Commissioned by Chisenhale Gallery
In Elizabeth II's Golden Jubilee year, Locke’s installation was a vast architectural construction that faced head on the traditions and ambiguities of British culture and heritage. Ambitious and complex, the beautiful and the political combined in a series of rooms, galleries and courtyards. Some were akin to museum spaces, some to Victorian merry-go-rounds and fun fairs. We are brought face to face with giant portraits of our ageing Royal Family, images of glamour and power but also of unease, in a series of grottos that seem almost on the verge of collapse.
Eventually the visitor is made aware of the architectural structure that houses all.

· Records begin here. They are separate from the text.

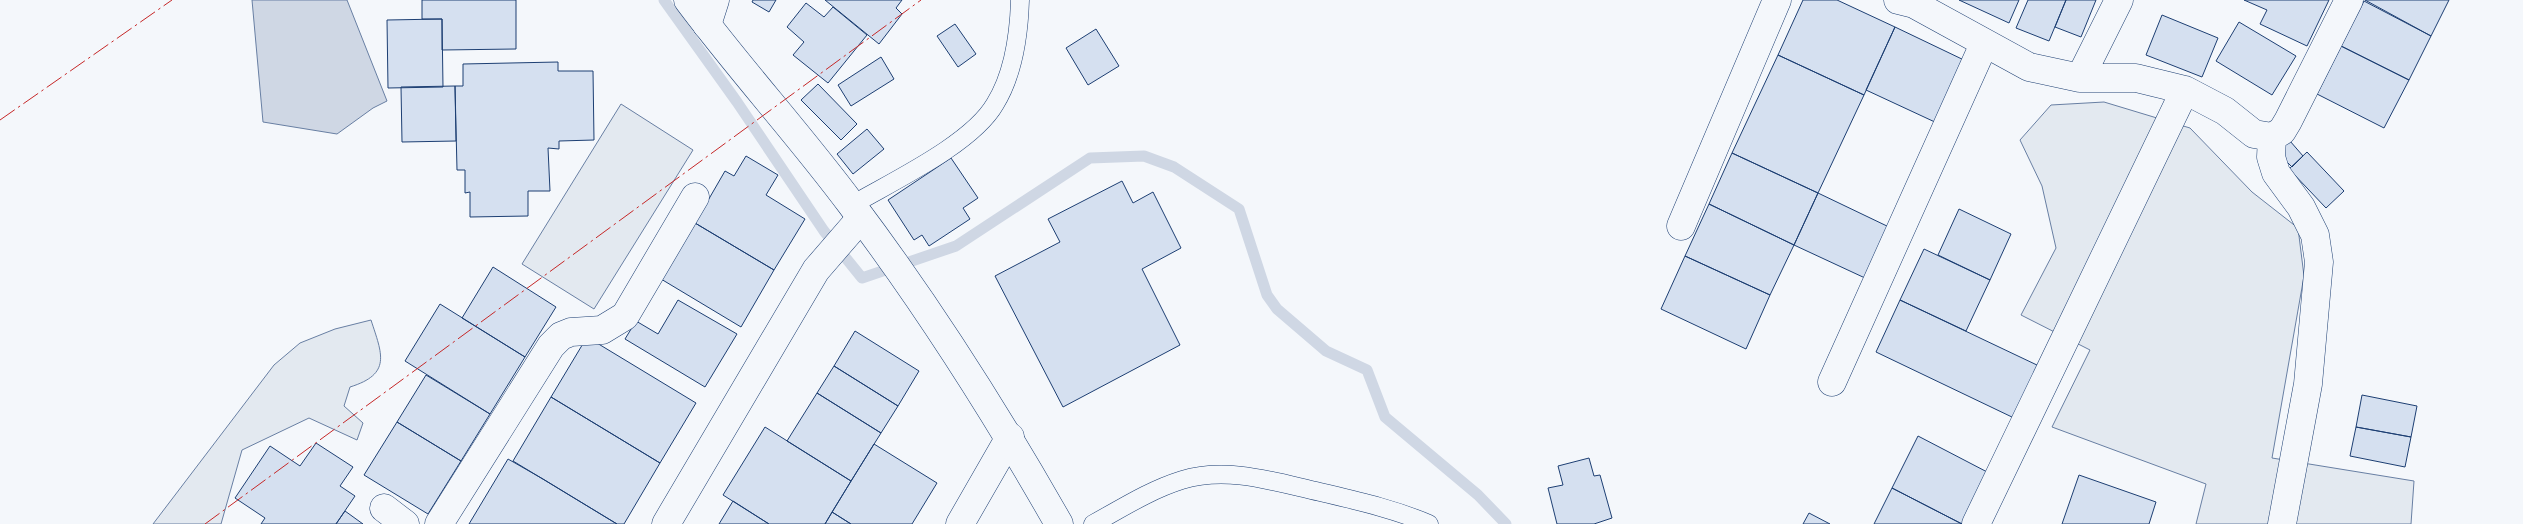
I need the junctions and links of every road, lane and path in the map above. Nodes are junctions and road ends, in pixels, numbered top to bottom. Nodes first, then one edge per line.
1 (688, 0) edge
2 (1020, 0) edge
3 (1777, 0) edge
4 (2119, 0) edge
5 (2349, 0) edge
6 (1909, 1) edge
7 (711, 13) edge
8 (1984, 44) junction
9 (2080, 78) junction
10 (2186, 90) junction
11 (2272, 137) junction
12 (695, 197) dead end
13 (852, 220) junction
14 (1682, 226) dead end
15 (1832, 382) dead end
16 (1010, 437) junction
17 (438, 524) edge
18 (666, 524) edge
19 (960, 524) edge
20 (1059, 524) edge
21 (1093, 524) edge
22 (1429, 524) edge
23 (1976, 524) edge
24 (2282, 524) edge

1 - 7 street
2 - 13 lane
3 - 14 street
4 - 9 street
5 - 11 street
6 - 8 street
7 - 13 street
8 - 9 street
8 - 15 street
9 - 10 street
10 - 11 street
10 - 23 street
11 - 24 street
12 - 17 street
13 - 16 street
13 - 18 street
16 - 19 street
16 - 20 street
21 - 22 lane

The cladding that encases the rooms is an intricate cardboard construction that draws on a multitude of architectural reference points, including temples, mosques, Caribbean vernacular and Rajput architecture. Royal mottos and coats of arms jostle with phrases from the Royal Mail such as 'fragile - protect from all elements'. The use of cardboard refers to Locke's investigations into the tension between shell and content, and in the packing and unpacking of cultures, theories, art and the artist himself.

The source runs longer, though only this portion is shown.